# Text preprocessing for Christian Urmi and Barwar texts


In order to work with the language data in the NENA corpus, it is important to separate the language text from other data, such as titles, authors/informants, and verse numbers.

Our version of the text comes in MS-Word document files. That is probably also the version of the text that is the richest in language data. It contains not only the text itself, but also meaningful formatting, e.g. word markers set in superscript, and loan words set in roman type (where the regular text is set in italic type).

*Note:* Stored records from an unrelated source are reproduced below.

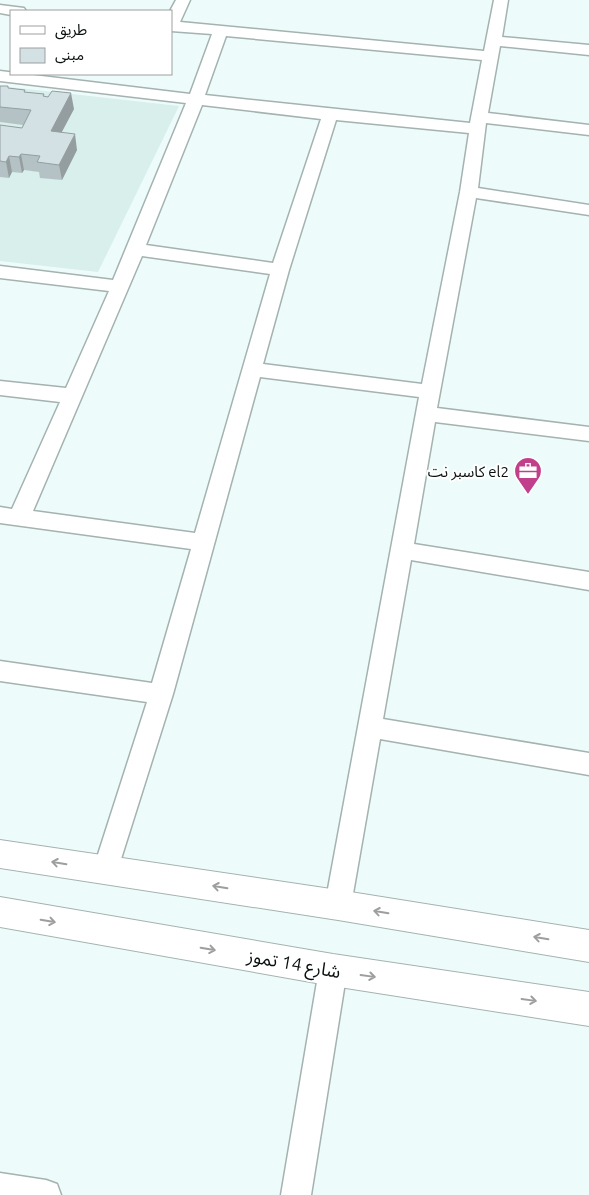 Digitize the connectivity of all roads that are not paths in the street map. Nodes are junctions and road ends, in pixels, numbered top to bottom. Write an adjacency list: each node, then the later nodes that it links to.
1 (183, 0): 3 (street)
2 (501, 0): 6 (street)
3 (172, 24)
4 (172, 26): 5 (street)
5 (220, 30): 6 (street); 9 (street)
6 (492, 49): 7 (street); 11 (street)
7 (589, 50)
8 (0, 76): 9 (street)
9 (197, 99): 10 (street); 15 (street)
10 (330, 115): 11 (street); 16 (street)
11 (478, 123): 12 (street); 13 (street)
12 (589, 130)
13 (469, 192): 14 (street); 21 (street)
14 (589, 210)
15 (136, 249): 16 (street); 18 (street)
16 (280, 270): 19 (street)
17 (0, 272): 18 (street)
18 (120, 287): 22 (street)
19 (252, 369): 21 (street); 26 (street)
20 (0, 388): 22 (street)
21 (431, 392): 23 (street)
22 (72, 396): 25 (street)
23 (426, 414): 24 (street); 27 (street)
24 (589, 434)
25 (10, 516): 26 (street)
26 (203, 542): 30 (street)
27 (402, 550): 28 (street); 31 (street)
28 (589, 581)
29 (0, 671): 30 (street)
30 (161, 694): 34 (street)
31 (370, 726): 32 (street); 35 (street)
32 (589, 764)
33 (0, 854): 34 (main road, one-way to 33)
34 (106, 870): 35 (main road, one-way to 34)
35 (338, 905): 37 (main road, one-way to 35)
36 (0, 912): 38 (main road, شارع 14 تموز, one-way to 38)
37 (589, 946)
38 (333, 970): 39 (main road, شارع 14 تموز, one-way to 39); 42 (street)
39 (589, 1009)
40 (0, 1188): 41 (street)
41 (46, 1195)
42 (296, 1195)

To convert that information from a Word document to something that we can use in Python, we first convert the word documents to HTML, using LibreOffice in headless mode. It is assumed that the Word files are in the subdirectory `texts`, where the converted `.html` files will also be saved.

    $ soffice --headless --convert-to html texts/*.doc

This produces HTML 4.0 documents in the same directory. Earlier attempts with XHTML using wvWare/AbiWord, or LibreOffice using the XHTML conversion filter, produced output that was more difficult to parse or lacked certain characters that were lost in conversion. Although the conversion with LibreOffice takes a very long time compared with AbiWord, the resulting text seems more reliable.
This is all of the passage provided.